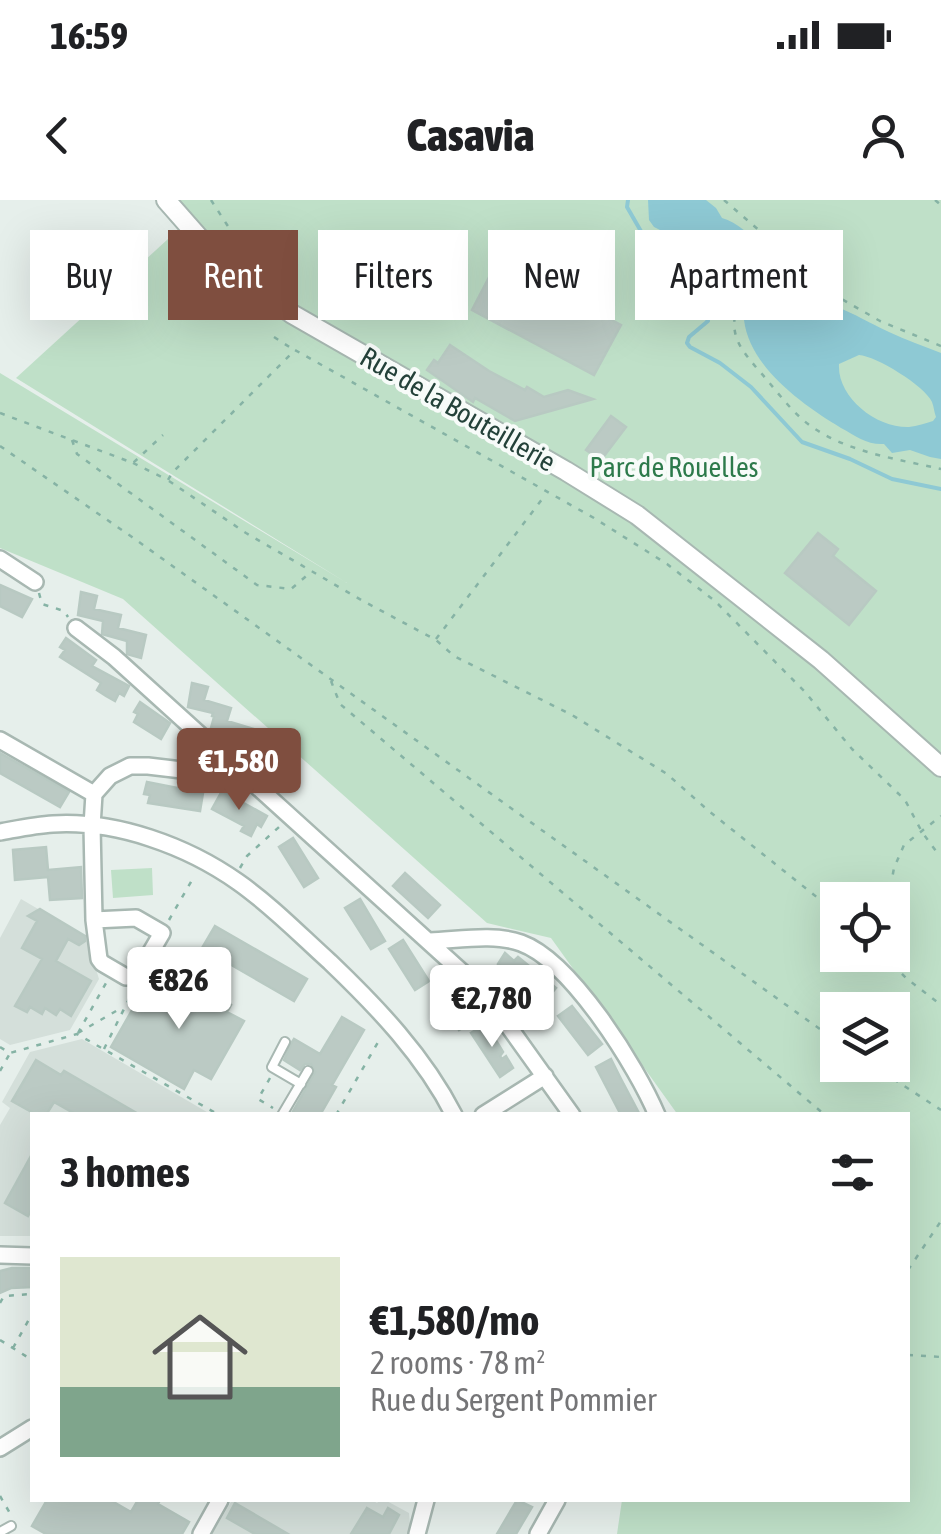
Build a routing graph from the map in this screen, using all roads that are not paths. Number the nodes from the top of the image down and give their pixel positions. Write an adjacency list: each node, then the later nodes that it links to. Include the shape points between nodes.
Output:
1 (166, 200): 6 (street, Rue de la Bouteillerie, via 239,275 292,314 637,515 821,660)
2 (0, 559): 3 (street)
3 (35, 582)
4 (76, 628): 7 (street)
5 (0, 740): 8 (street)
6 (941, 767)
7 (250, 778): 8 (street, via 130,766); 12 (street)
8 (94, 794): 9 (street)
9 (92, 826): 10 (street); 11 (street); 18 (street, via 162,842 234,878 389,1023)
10 (0, 832)
11 (94, 920): 11 (street, via 136,918 162,933 138,974 126,978 102,964)
12 (430, 941): 15 (street, via 473,982); 21 (street, via 501,939 540,953 610,1032)
13 (286, 1042): 16 (lane, via 272,1067)
14 (308, 1071): 16 (lane)
15 (545, 1076): 19 (street); 20 (street)
16 (300, 1084): 17 (lane)
17 (284, 1112)
18 (452, 1112)
19 (489, 1112)
20 (570, 1112)
21 (655, 1112)
22 (0, 1255): 23 (street)
23 (30, 1256)
24 (30, 1429): 25 (street)
25 (0, 1448)
26 (219, 1502): 31 (street)
27 (426, 1502): 32 (street)
28 (556, 1502): 33 (street)
29 (13, 1524): 30 (lane)
30 (0, 1532)
31 (201, 1534)
32 (418, 1534)
33 (538, 1534)

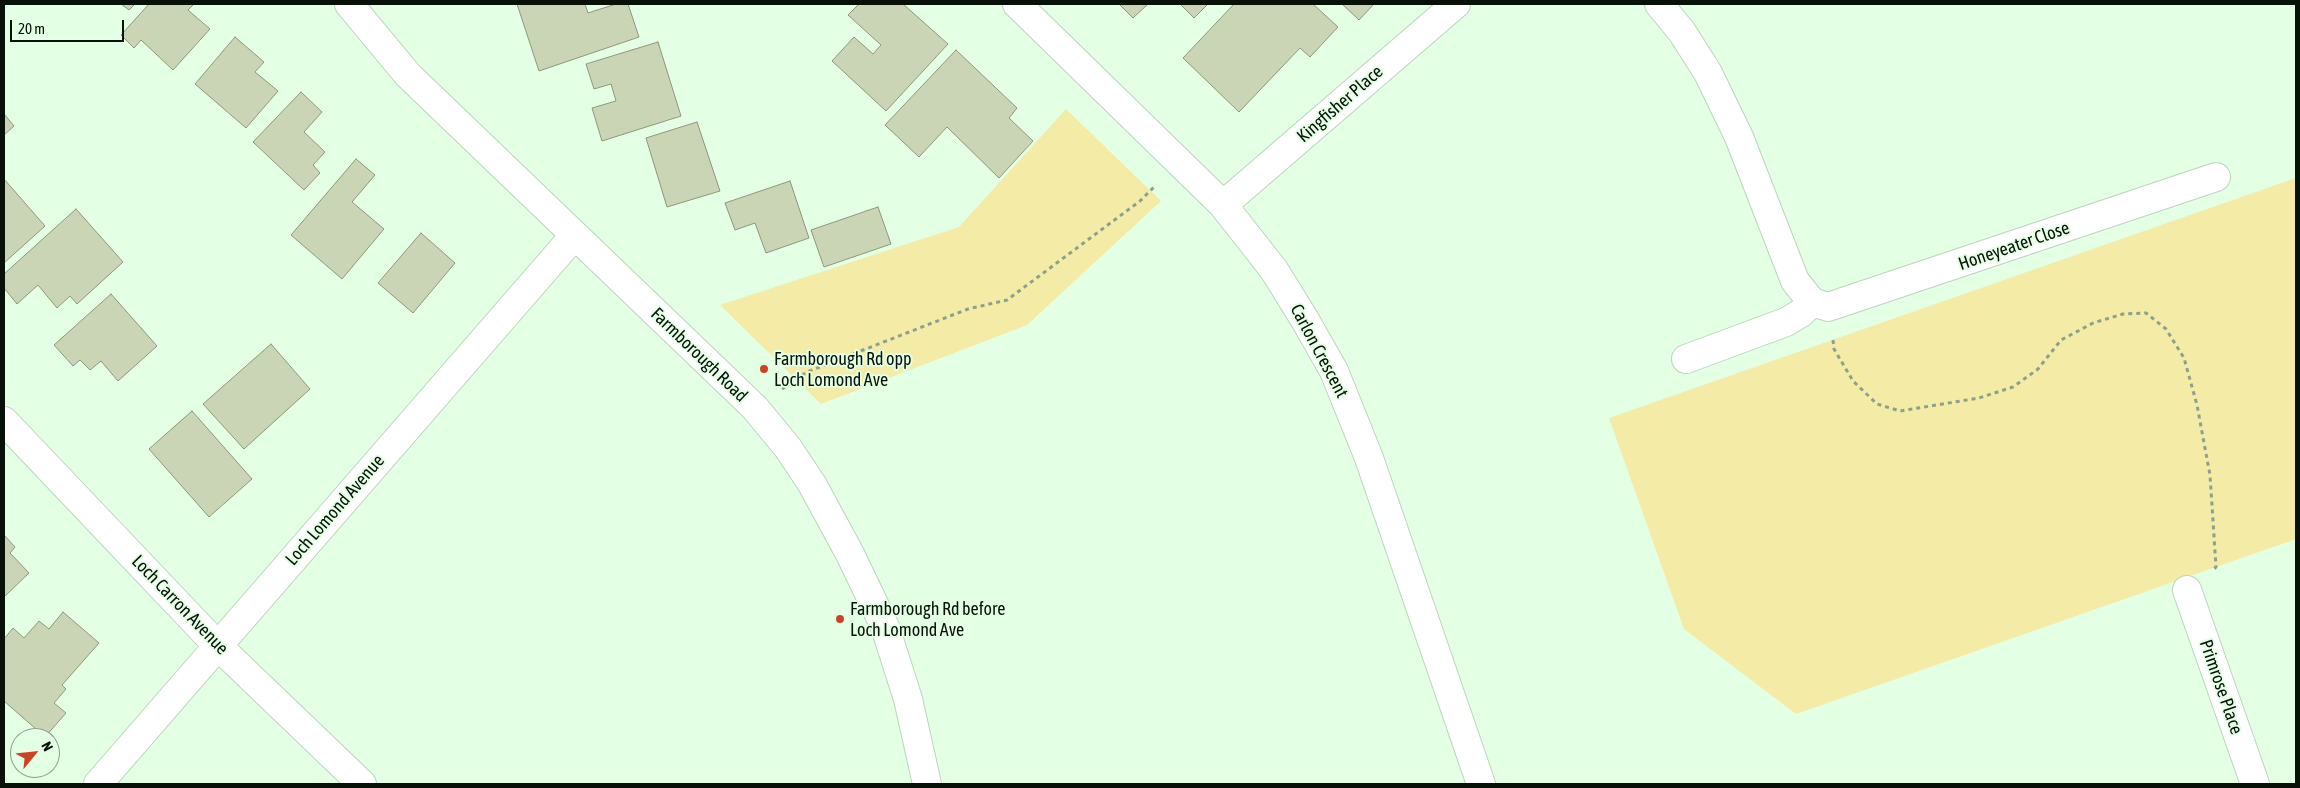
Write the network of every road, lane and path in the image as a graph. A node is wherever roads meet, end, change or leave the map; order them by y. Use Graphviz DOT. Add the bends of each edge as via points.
graph roads {
  1 [pos="349,4"];
  2 [pos="1017,4"];
  3 [pos="1456,4"];
  4 [pos="1659,4"];
  5 [pos="1179,162"];
  6 [pos="2216,177"];
  7 [pos="1223,205"];
  8 [pos="574,236"];
  9 [pos="1820,304"];
  10 [pos="1686,359"];
  11 [pos="755,408"];
  12 [pos="4,421"];
  13 [pos="2187,590"];
  14 [pos="218,645"];
  15 [pos="98,784"];
  16 [pos="362,784"];
  17 [pos="927,784"];
  18 [pos="1481,784"];
  19 [pos="2255,784"];
  1 -- 8 [label="street, Farmborough Road" via="408,75"];
  2 -- 5 [label="street, Carlon Crescent"];
  3 -- 7 [label="street, Kingfisher Place"];
  4 -- 9 [label="street" via="1682,32 1708,73 1739,137 1795,281"];
  5 -- 7 [label="street, Carlon Crescent"];
  5 -- 11 [label="path" via="1140,201 1007,300 968,309 807,372"];
  6 -- 9 [label="street, Honeyeater Close"];
  7 -- 18 [label="street, Carlon Crescent" via="1274,270 1334,371 1369,458"];
  8 -- 11 [label="street, Farmborough Road"];
  8 -- 14 [label="street, Loch Lomond Avenue"];
  9 -- 10 [label="street, Honeyeater Close" via="1786,322"];
  9 -- 13 [label="path" via="1834,349 1853,381 1877,404 1900,411 1979,398 2013,387 2038,369 2062,340 2093,323 2123,314 2146,313 2166,329 2184,358 2210,475 2216,567"];
  11 -- 17 [label="street, Farmborough Road" via="812,484 886,627 908,699"];
  12 -- 14 [label="street, Loch Carron Avenue"];
  13 -- 19 [label="street, Primrose Place"];
  14 -- 15 [label="street, Loch Lomond Avenue"];
  14 -- 16 [label="street, Loch Carron Avenue"];
}
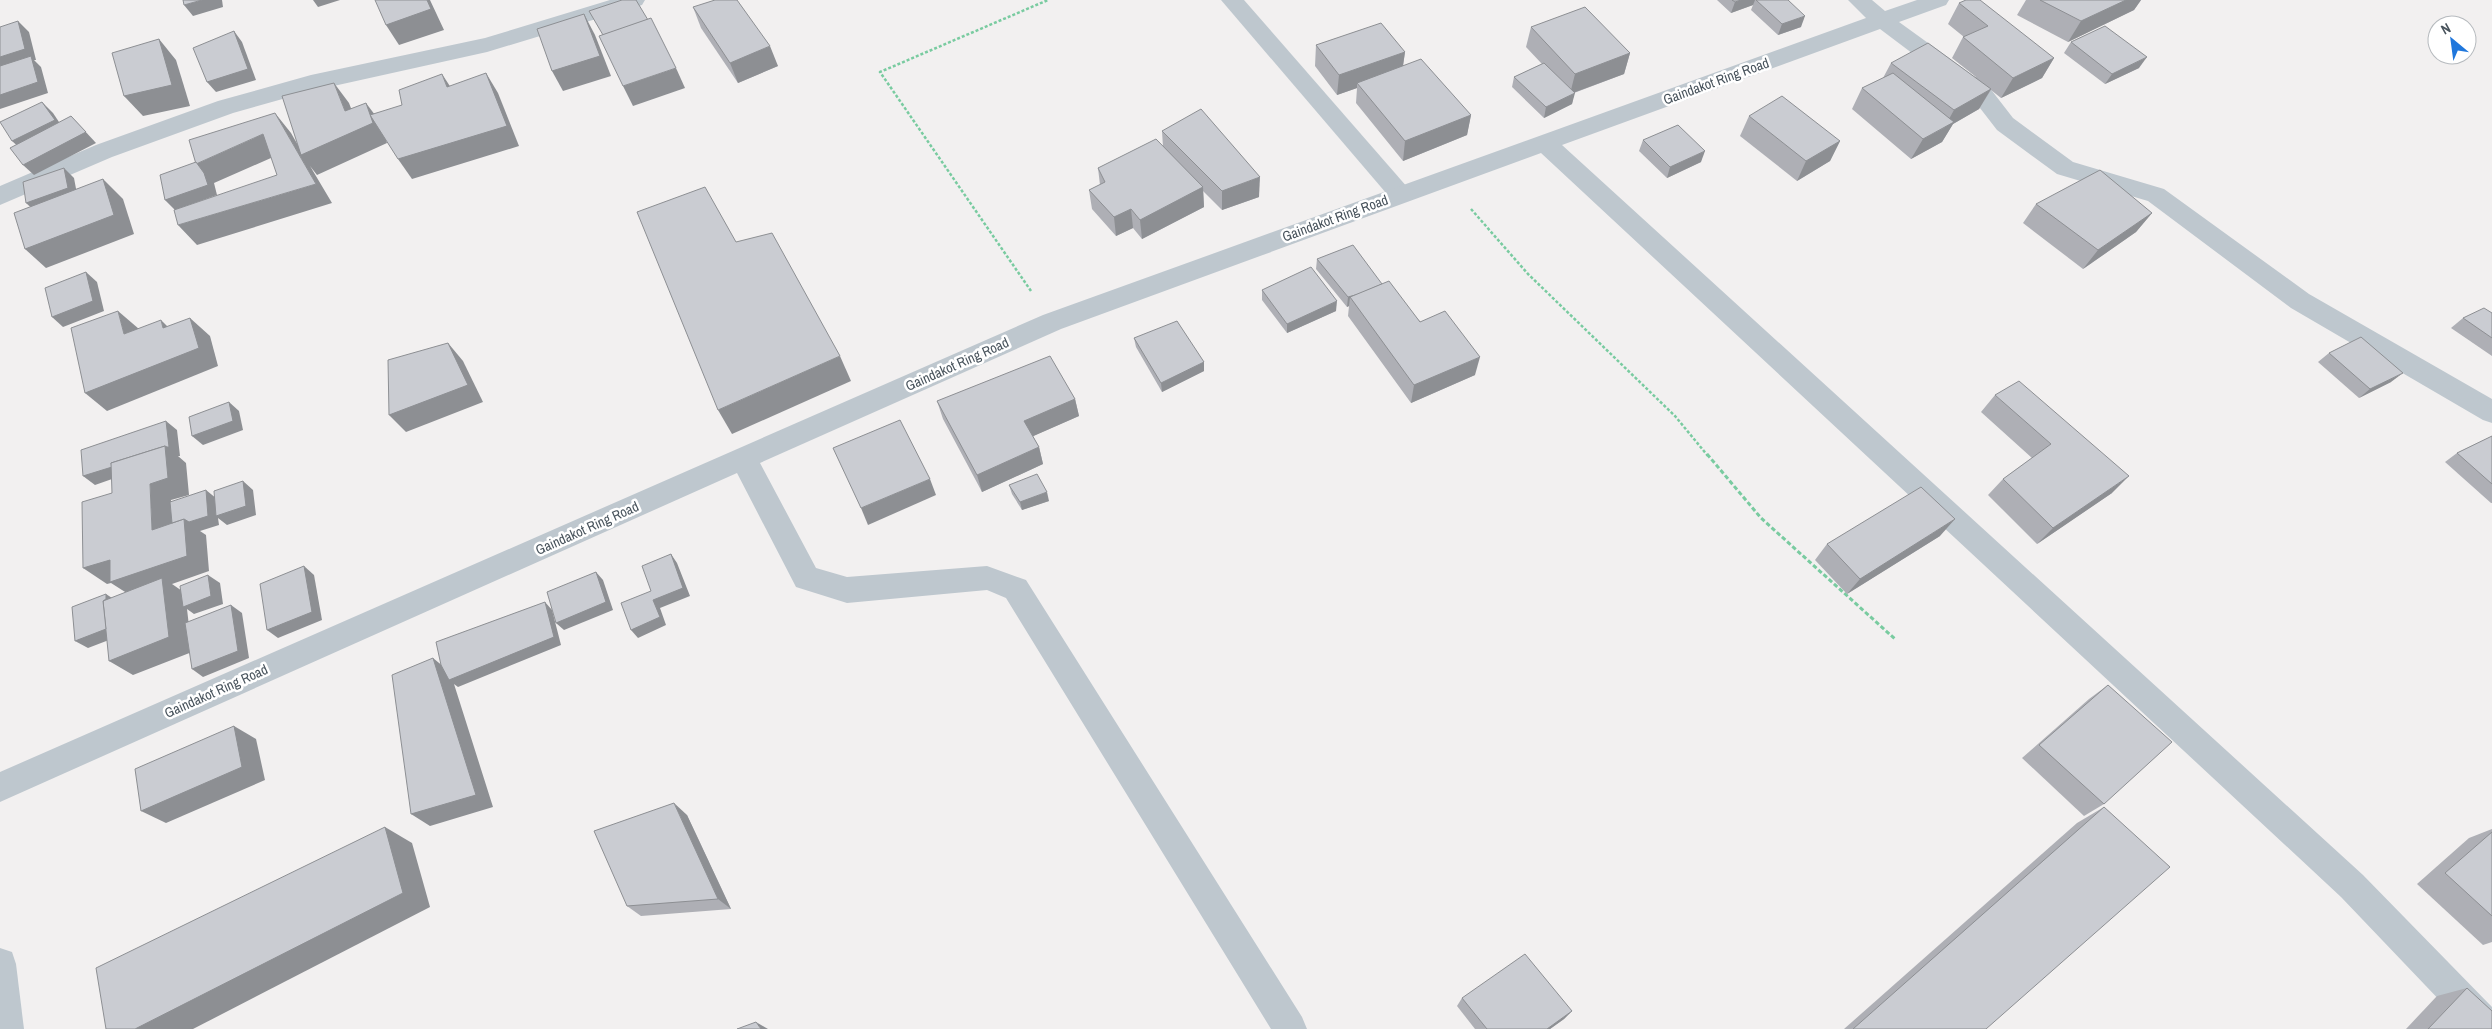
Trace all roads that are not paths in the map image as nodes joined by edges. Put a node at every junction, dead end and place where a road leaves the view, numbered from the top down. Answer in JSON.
{"nodes":[{"id":1,"x":634,"y":0,"type":"edge"},
{"id":2,"x":1232,"y":0,"type":"edge"},
{"id":3,"x":1859,"y":0,"type":"edge"},
{"id":4,"x":1938,"y":0,"type":"edge"},
{"id":5,"x":1883,"y":21,"type":"junction"},
{"id":6,"x":1544,"y":142,"type":"junction"},
{"id":7,"x":1400,"y":194,"type":"junction"},
{"id":8,"x":0,"y":196,"type":"edge"},
{"id":9,"x":2492,"y":412,"type":"edge"},
{"id":10,"x":743,"y":458,"type":"junction"},
{"id":11,"x":0,"y":787,"type":"edge"},
{"id":12,"x":0,"y":964,"type":"edge"},
{"id":13,"x":7,"y":1029,"type":"edge"},
{"id":14,"x":1290,"y":1029,"type":"edge"},
{"id":15,"x":2490,"y":1029,"type":"edge"}],
"edges":[{"from":1,"to":8,"type":"street"},
{"from":2,"to":7,"type":"street"},
{"from":3,"to":5,"type":"street"},
{"from":4,"to":5,"type":"street","name":"Gaindakot Ring Road"},
{"from":5,"to":6,"type":"street","name":"Gaindakot Ring Road"},
{"from":5,"to":9,"type":"street"},
{"from":6,"to":7,"type":"street","name":"Gaindakot Ring Road"},
{"from":6,"to":15,"type":"street"},
{"from":7,"to":10,"type":"street","name":"Gaindakot Ring Road"},
{"from":10,"to":11,"type":"street","name":"Gaindakot Ring Road"},
{"from":10,"to":14,"type":"street"},
{"from":12,"to":13,"type":"street"}]}
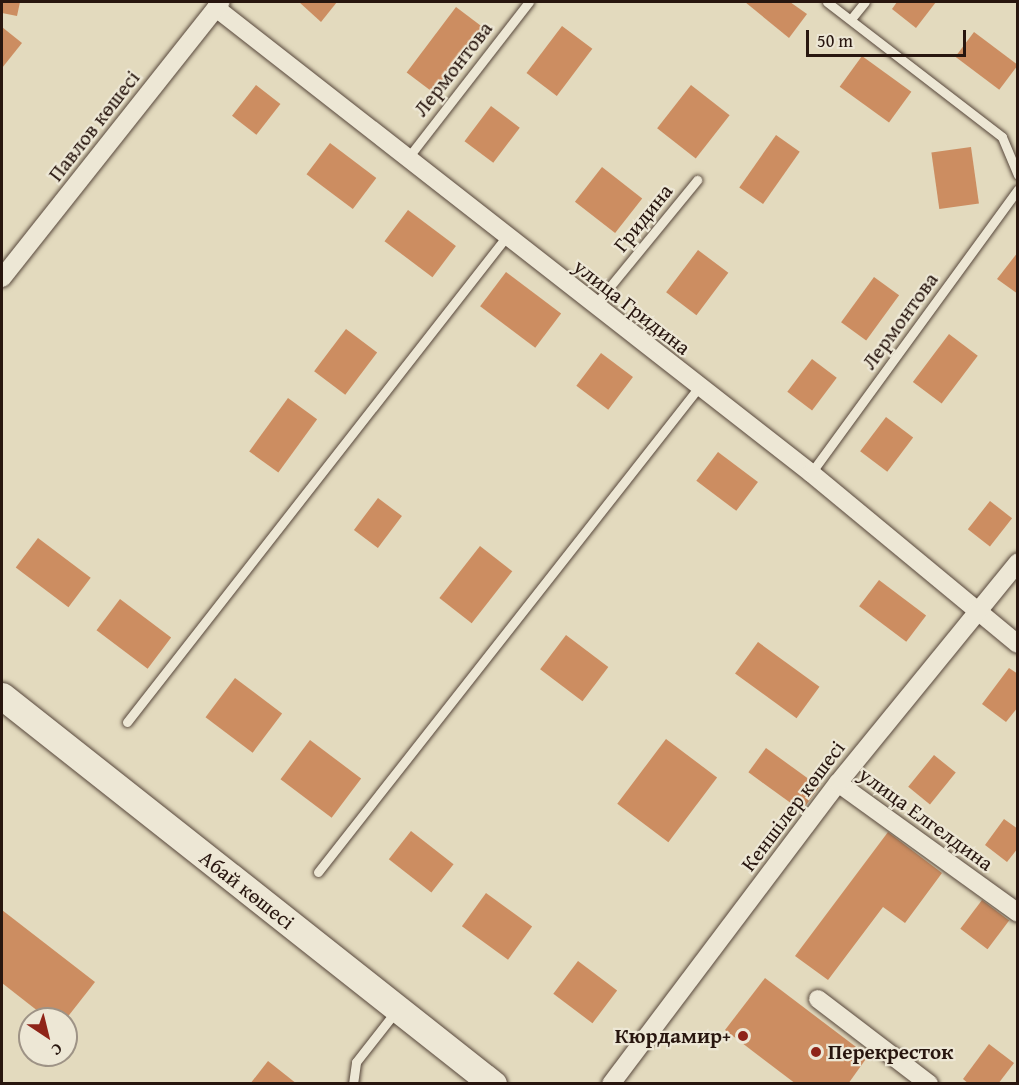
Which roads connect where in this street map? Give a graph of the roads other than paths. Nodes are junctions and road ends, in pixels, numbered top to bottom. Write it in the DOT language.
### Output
graph roads {
  1 [pos="529,2"];
  2 [pos="827,2"];
  3 [pos="865,2"];
  4 [pos="218,5"];
  5 [pos="851,19"];
  6 [pos="406,159"];
  7 [pos="1017,175"];
  8 [pos="698,180"];
  9 [pos="1017,189"];
  10 [pos="506,237"];
  11 [pos="2,278"];
  12 [pos="594,306"];
  13 [pos="699,387"];
  14 [pos="811,473"];
  15 [pos="1017,562"];
  16 [pos="976,612"];
  17 [pos="1017,644"];
  18 [pos="2,696"];
  19 [pos="127,722"];
  20 [pos="838,783"];
  21 [pos="318,872"];
  22 [pos="1017,913"];
  23 [pos="818,999"];
  24 [pos="398,1010"];
  25 [pos="352,1083"];
  26 [pos="493,1083"];
  27 [pos="611,1083"];
  28 [pos="928,1083"];
  1 -- 6 [label="lane, Лермонтова"];
  2 -- 5 [label="lane"];
  3 -- 5 [label="lane"];
  4 -- 6 [label="street, улица Гридина"];
  4 -- 11 [label="street, Павлов көшесі"];
  5 -- 7 [label="lane"];
  6 -- 10 [label="street, улица Гридина"];
  8 -- 12 [label="lane, Гридина"];
  9 -- 14 [label="lane, Лермонтова"];
  10 -- 12 [label="street, улица Гридина"];
  10 -- 19 [label="lane"];
  12 -- 13 [label="street, улица Гридина"];
  13 -- 14 [label="street, улица Гридина"];
  13 -- 21 [label="lane"];
  14 -- 16 [label="street, улица Гридина"];
  15 -- 16 [label="street, Кеншілер көшесі"];
  16 -- 17 [label="street, улица Гридина"];
  16 -- 20 [label="street, Кеншілер көшесі"];
  18 -- 24 [label="main road, Абай көшесі"];
  20 -- 22 [label="street, улица Елгелдина"];
  20 -- 27 [label="street, Кеншілер көшесі"];
  23 -- 28 [label="street"];
  24 -- 25 [label="lane"];
  24 -- 26 [label="main road, Абай көшесі"];
}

****************************************

What lines in the entries above include the string "Carlon"? Return each one.

  2 -- 5 [label="street, Carlon Crescent"];
  5 -- 7 [label="street, Carlon Crescent"];
  7 -- 18 [label="street, Carlon Crescent" via="1274,270 1334,371 1369,458"];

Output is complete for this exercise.